Write a program to recognize line patterns in a given set of points.

Computer vision involves analyzing patterns in visual images and reconstructing the real world objects that produced them. The process in often broken up into two phases: feature detection and pattern recognition. Feature detection involves selecting important features of the image; pattern recognition involves discovering patterns in the features. We will investigate a particularly clean pattern recognition problem involving points and line segments. This kind of pattern recognition arises in many other applications, for example statistical data analysis.

The problem. Given a set of N feature points in the plane, determine every line segment that contains 4 or more of the points, and plot all such line segments.

Points and lines

Brute force.
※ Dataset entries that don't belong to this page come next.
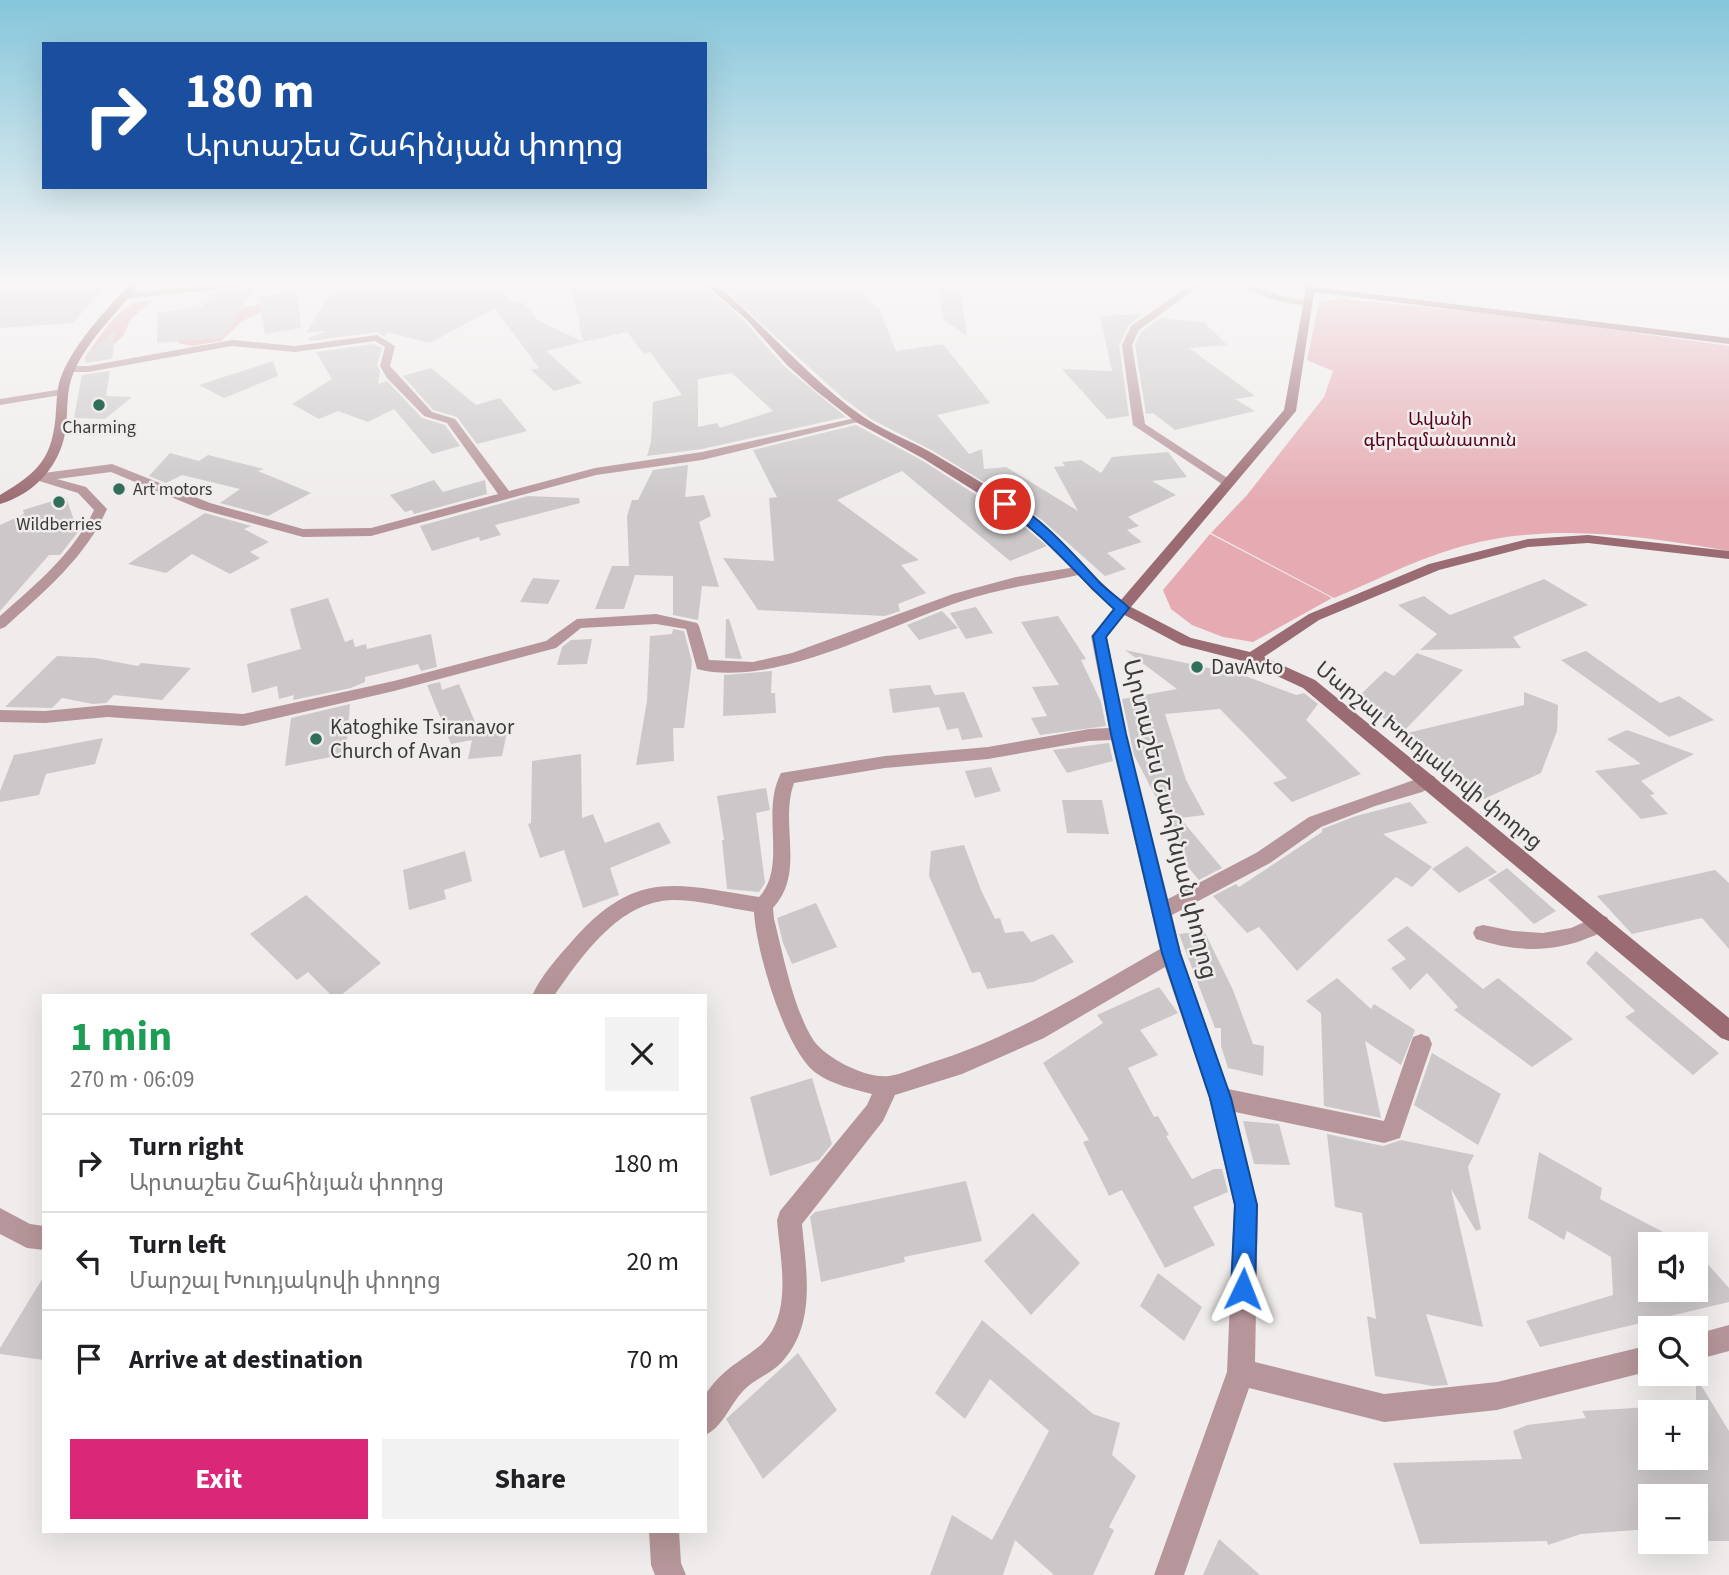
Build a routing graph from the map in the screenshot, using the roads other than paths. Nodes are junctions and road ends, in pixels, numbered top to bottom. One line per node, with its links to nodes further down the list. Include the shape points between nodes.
1 (78, 358): 7 (street)
2 (152, 358): 7 (street)
3 (387, 358): 13 (street, via 385,366 391,376 428,414 451,421)
4 (786, 358): 10 (street, Մարշալ Խուդյակովի փողոց)
5 (1130, 358): 12 (street, via 1139,425)
6 (1298, 358): 12 (street, via 1290,411)
7 (69, 369): 8 (street)
8 (63, 392): 9 (street); 11 (street, via 60,437 52,461)
9 (0, 402)
10 (860, 419): 13 (street, via 702,456 595,472); 16 (street, Մարշալ Խուդյակովի փողոց, via 1024,516)
11 (40, 477): 13 (street, via 112,468 196,503 303,533 371,532); 14 (street); 18 (street, via 75,486 101,509 68,557)
12 (1228, 484): 17 (street)
13 (507, 497)
14 (0, 500)
15 (1729, 555): 19 (street, via 1588,540 1528,543 1434,567 1400,581 1314,617)
16 (1082, 570): 17 (street, Մարշալ Խուդյակովի փողոց); 20 (street, via 1016,580 958,597 796,657 753,667 702,665 692,626 656,619 578,624 551,645 243,720 107,711)
17 (1122, 608): 19 (street, Մարշալ Խուդյակովի փողոց, via 1186,642); 21 (street, Արտաշես Շահինյան փողոց, via 1099,636)
18 (0, 624)
19 (1252, 658): 22 (street, Մարշալ Խուդյակովի փողոց, via 1309,684)
20 (0, 716)
21 (1118, 734): 23 (street, via 787,778 779,817 781,878); 24 (street, Արտաշես Շահինյան փողոց)
22 (1428, 780): 24 (street, via 1315,822 1263,858); 25 (street, Մարշալ Խուդյակովի փողոց)
23 (763, 906): 28 (street, via 696,894 647,896 634,901 586,938); 31 (street, via 782,988 806,1047 822,1065 843,1076)
24 (1161, 911): 27 (street, Արտաշես Շահինյան փողոց)
25 (1589, 929): 26 (street, via 1530,942); 29 (street, Մարշալ Խուդյակովի փողոց)
26 (1483, 933)
27 (1171, 953): 31 (street, via 1036,1031 962,1064); 32 (street, Արտաշես Շահինյան փողոց)
28 (544, 994)
29 (1729, 1031)
30 (1421, 1044): 32 (street, via 1392,1130)
31 (887, 1087): 39 (street, via 868,1121 789,1220 795,1294 788,1334 771,1355 742,1373)
32 (1220, 1098): 38 (street, Արտաշես Շահինյան փողոց, via 1246,1205)
33 (0, 1220): 34 (street, via 27,1236)
34 (42, 1238)
35 (1729, 1338): 36 (street)
36 (1708, 1344)
37 (1638, 1361): 38 (street, via 1497,1396 1384,1408)
38 (1241, 1372): 42 (street, Արտաշես Շահինյան փողոց)
39 (707, 1418)
40 (664, 1533): 41 (street)
41 (671, 1575)
42 (1169, 1575)

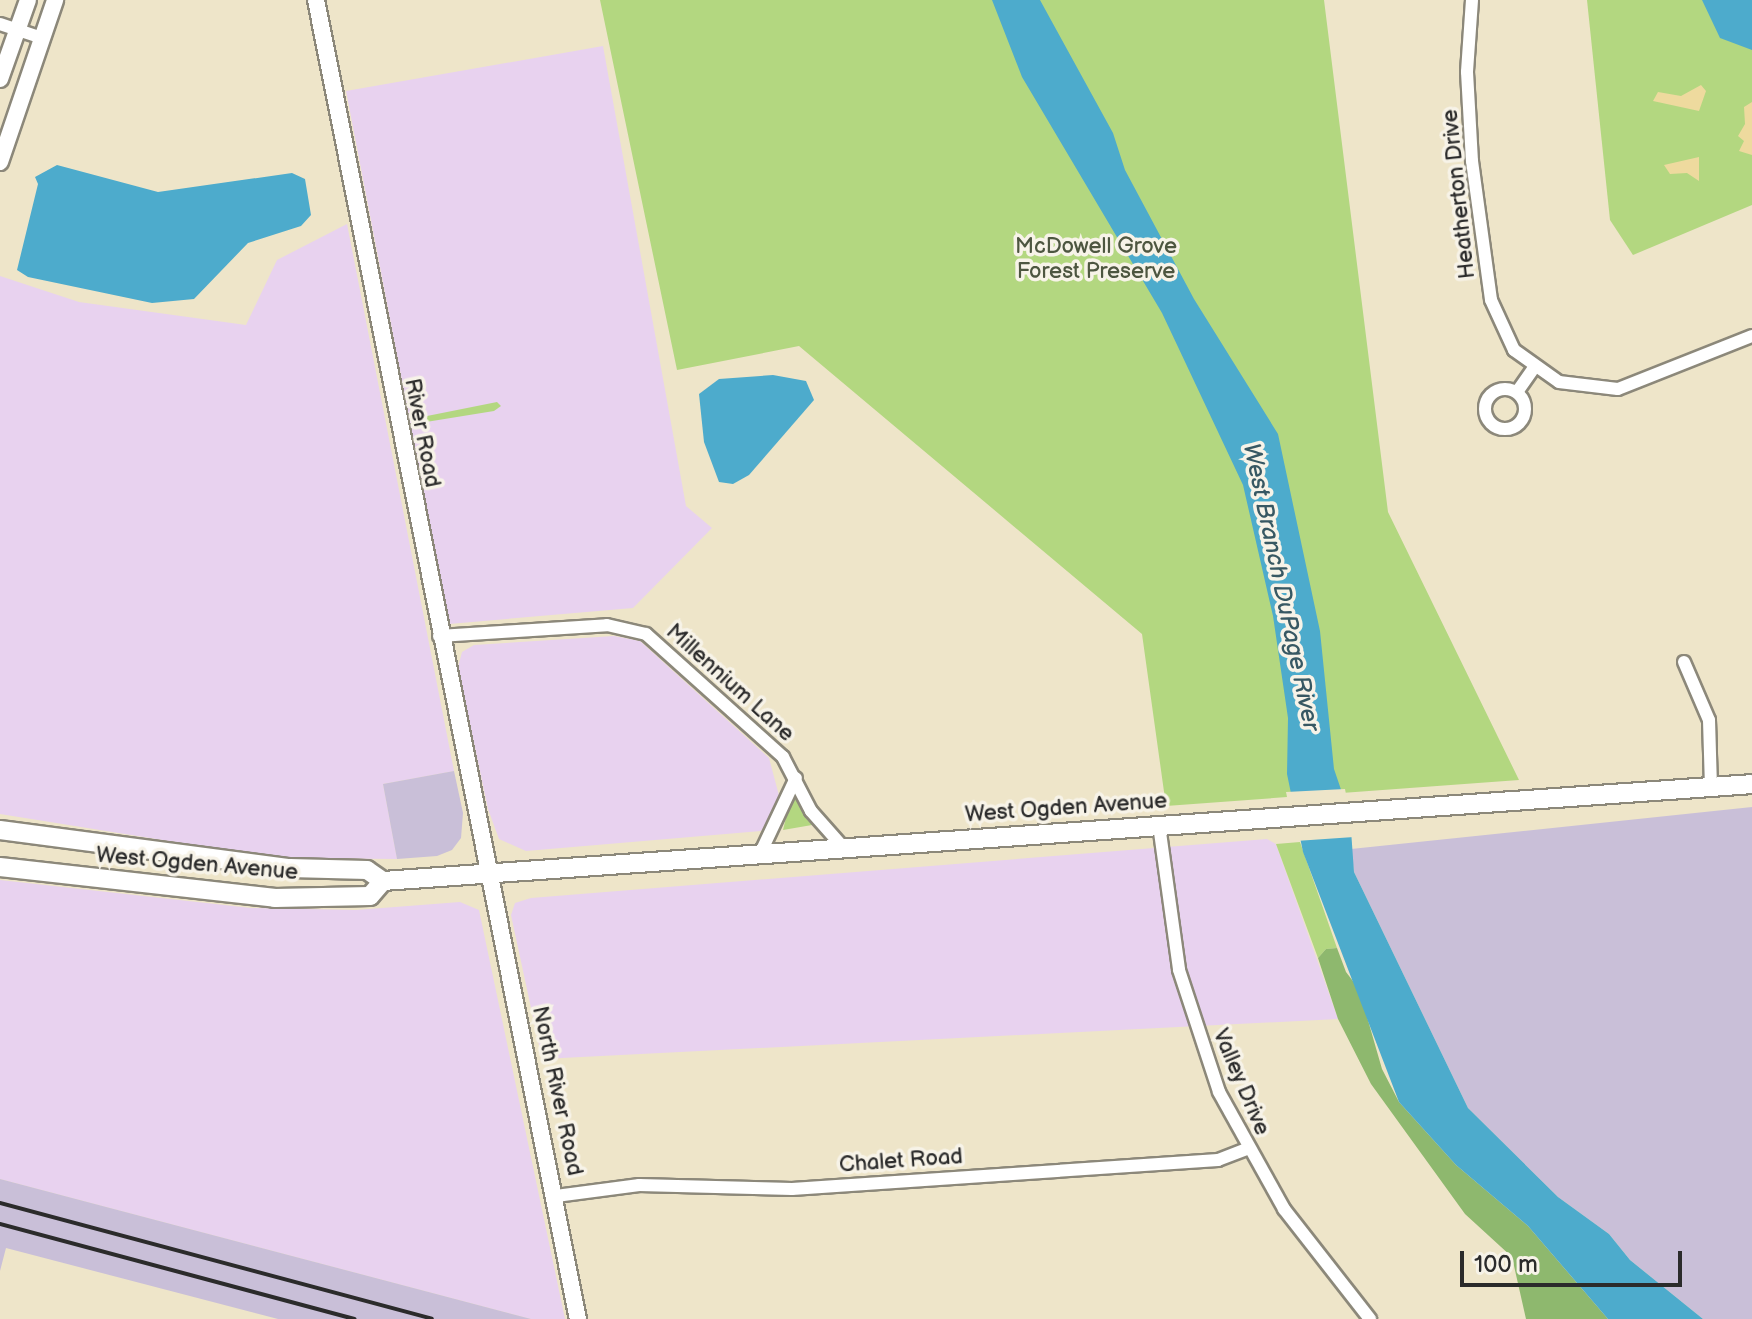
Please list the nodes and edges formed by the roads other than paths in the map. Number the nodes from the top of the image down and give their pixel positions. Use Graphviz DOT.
graph roads {
  1 [pos="28,0"];
  2 [pos="55,0"];
  3 [pos="316,0"];
  4 [pos="1472,0"];
  5 [pos="0,24"];
  6 [pos="17,30"];
  7 [pos="42,38"];
  8 [pos="0,79"];
  9 [pos="0,162"];
  10 [pos="1752,336"];
  11 [pos="1534,368"];
  12 [pos="1517,392"];
  13 [pos="439,636"];
  14 [pos="1684,662"];
  15 [pos="796,778"];
  16 [pos="1752,784"];
  17 [pos="1711,787"];
  18 [pos="1159,825"];
  19 [pos="0,830"];
  20 [pos="843,847"];
  21 [pos="760,854"];
  22 [pos="0,867"];
  23 [pos="489,872"];
  24 [pos="383,881"];
  25 [pos="1247,1149"];
  26 [pos="556,1196"];
  27 [pos="578,1319"];
  28 [pos="1370,1319"];
  1 -- 6 [label="street"];
  2 -- 7 [label="street"];
  3 -- 13 [label="street, River Road"];
  4 -- 11 [label="street, Heatherton Drive"];
  5 -- 6 [label="street"];
  6 -- 7 [label="street"];
  6 -- 8 [label="street"];
  7 -- 9 [label="street"];
  10 -- 11 [label="street"];
  11 -- 12 [label="street"];
  13 -- 15 [label="street, Millennium Lane"];
  13 -- 23 [label="street, River Road"];
  14 -- 17 [label="street"];
  15 -- 20 [label="street, Millennium Lane"];
  15 -- 21 [label="street"];
  16 -- 17 [label="main road, West Ogden Avenue"];
  17 -- 18 [label="main road, West Ogden Avenue"];
  18 -- 20 [label="main road, West Ogden Avenue"];
  18 -- 25 [label="street, Valley Drive"];
  19 -- 24 [label="main road, West Ogden Avenue"];
  20 -- 21 [label="main road, West Ogden Avenue"];
  21 -- 23 [label="main road, West Ogden Avenue"];
  22 -- 24 [label="main road, West Ogden Avenue"];
  23 -- 24 [label="main road, West Ogden Avenue"];
  23 -- 26 [label="street, North River Road"];
  25 -- 26 [label="street, Chalet Road"];
  25 -- 28 [label="street, Valley Drive"];
  26 -- 27 [label="street, North River Road"];
}
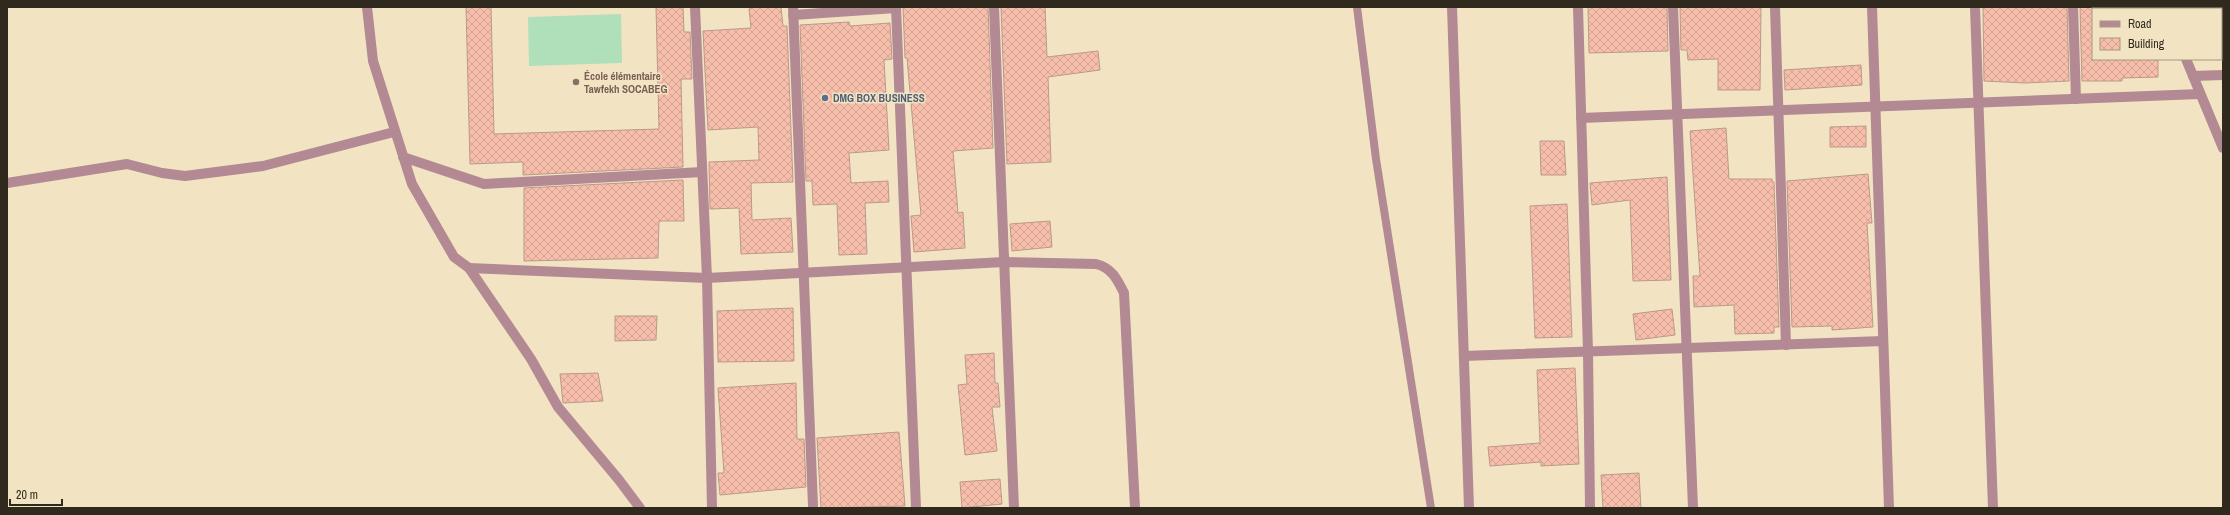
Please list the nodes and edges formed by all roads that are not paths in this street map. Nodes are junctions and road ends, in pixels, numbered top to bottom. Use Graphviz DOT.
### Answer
graph roads {
  1 [pos="367,7"];
  2 [pos="695,7"];
  3 [pos="994,7"];
  4 [pos="1357,7"];
  5 [pos="1452,7"];
  6 [pos="1578,7"];
  7 [pos="1673,7"];
  8 [pos="1775,7"];
  9 [pos="1872,7"];
  10 [pos="1975,7"];
  11 [pos="2073,7"];
  12 [pos="896,8"];
  13 [pos="793,11"];
  14 [pos="2186,60"];
  15 [pos="2223,75"];
  16 [pos="2193,76"];
  17 [pos="2200,94"];
  18 [pos="2076,99"];
  19 [pos="1979,103"];
  20 [pos="1875,107"];
  21 [pos="1779,110"];
  22 [pos="1676,114"];
  23 [pos="1581,118"];
  24 [pos="394,132"];
  25 [pos="2223,148"];
  26 [pos="403,157"];
  27 [pos="702,172"];
  28 [pos="7,183"];
  29 [pos="1004,262"];
  30 [pos="906,267"];
  31 [pos="469,268"];
  32 [pos="804,273"];
  33 [pos="707,278"];
  34 [pos="1883,342"];
  35 [pos="1786,345"];
  36 [pos="1687,348"];
  37 [pos="1588,352"];
  38 [pos="1464,356"];
  39 [pos="813,506"];
  40 [pos="640,508"];
  41 [pos="712,508"];
  42 [pos="916,508"];
  43 [pos="1014,508"];
  44 [pos="1134,508"];
  45 [pos="1431,508"];
  46 [pos="1469,508"];
  47 [pos="1590,508"];
  48 [pos="1693,508"];
  49 [pos="1889,508"];
  50 [pos="1993,508"];
  1 -- 24 [label="street"];
  2 -- 27 [label="street"];
  3 -- 29 [label="street"];
  4 -- 45 [label="lane"];
  5 -- 38 [label="street"];
  6 -- 23 [label="street"];
  7 -- 22 [label="street"];
  8 -- 21 [label="street"];
  9 -- 20 [label="street"];
  10 -- 19 [label="street"];
  11 -- 18 [label="street"];
  12 -- 13 [label="street"];
  12 -- 30 [label="street"];
  13 -- 32 [label="street"];
  14 -- 16 [label="street"];
  15 -- 16 [label="street"];
  16 -- 17 [label="street"];
  17 -- 18 [label="street"];
  17 -- 25 [label="street"];
  18 -- 19 [label="street"];
  19 -- 20 [label="street"];
  19 -- 50 [label="street"];
  20 -- 21 [label="street"];
  20 -- 34 [label="street"];
  21 -- 22 [label="street"];
  21 -- 35 [label="street"];
  22 -- 23 [label="street"];
  22 -- 36 [label="street"];
  23 -- 37 [label="street"];
  24 -- 26 [label="street"];
  24 -- 28 [label="street"];
  26 -- 27 [label="street"];
  26 -- 31 [label="street"];
  27 -- 33 [label="street"];
  29 -- 30 [label="street"];
  29 -- 43 [label="street"];
  29 -- 44 [label="street"];
  30 -- 32 [label="street"];
  30 -- 42 [label="street"];
  31 -- 33 [label="street"];
  31 -- 40 [label="street"];
  32 -- 33 [label="street"];
  32 -- 39 [label="street"];
  33 -- 41 [label="street"];
  34 -- 35 [label="street"];
  34 -- 49 [label="street"];
  35 -- 36 [label="street"];
  36 -- 37 [label="street"];
  36 -- 48 [label="street"];
  37 -- 38 [label="street"];
  37 -- 47 [label="street"];
  38 -- 46 [label="street"];
}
Write a program brute.c that examines 4 points at a time and checks if they all lie on the same line segment, plotting any such line segments in turtle graphics. To get started, first implement a data type for points in the plane. The file point.c implements the Point interface defined in point.h. You will need to supply additional interface functions to support the brute force client, e.g., checking whether three points lie on the same line. You can begin your brute force client from the the client plotpoints.c, which reads in a list of points and plots them using turtle graphics.

A sorting solution. Remarkably, it is possible to solve the problem much faster than the brute force solution described above. Given a point p, the following method determines whether p participates in a group of 4 or more collinear points. Applying this method for each of the N points in turn yields an efficient algorithm to the problem.

Points and angles

The algorithm works because points that make the same angle with p are collinear and sorting brings such points together. The algorithm is fast because the bottleneck operation is sorting.

Input format. Assume the points are given as pairs of integers (x, y) between 0 and 32,768.

16384  19200
16384  21120
16384  32000
16384  21761
10000  10000

Output format. Your program should output a turtle graphics program that draws all of the points and the line segments you discover, as in the output below. Recall the command "F x y" sends the turtle to coordinate (x, y). The command "S d" draws a spot of size d, centered at the current location. The command "G x y" draws a line from the current location to (x, y), leaving the turtle at (x, y). Note that the points are scaled down by a factor of 64.0 so that they fit inside the 512-by-512 turtle graphics window.

F 256.000000 300.000000 S 2
F 256.000000 330.000000 S 2
F 256.000000 500.000000 S 2
F 256.000000 340.015625 S 2
F 156.250000 156.250000 S 2

F 256.000000 330.000000 G 256.000000 500.000000
To view the result, compile turtle.c into an executable turtle, type "a.out < data.txt | turtle > data.eps" to create the PostScript file, and view with any PostScript viewer.

Analysis. Estimate the running time of your two programs as a function of N. Provide analytical and empirical evidence to support your answer.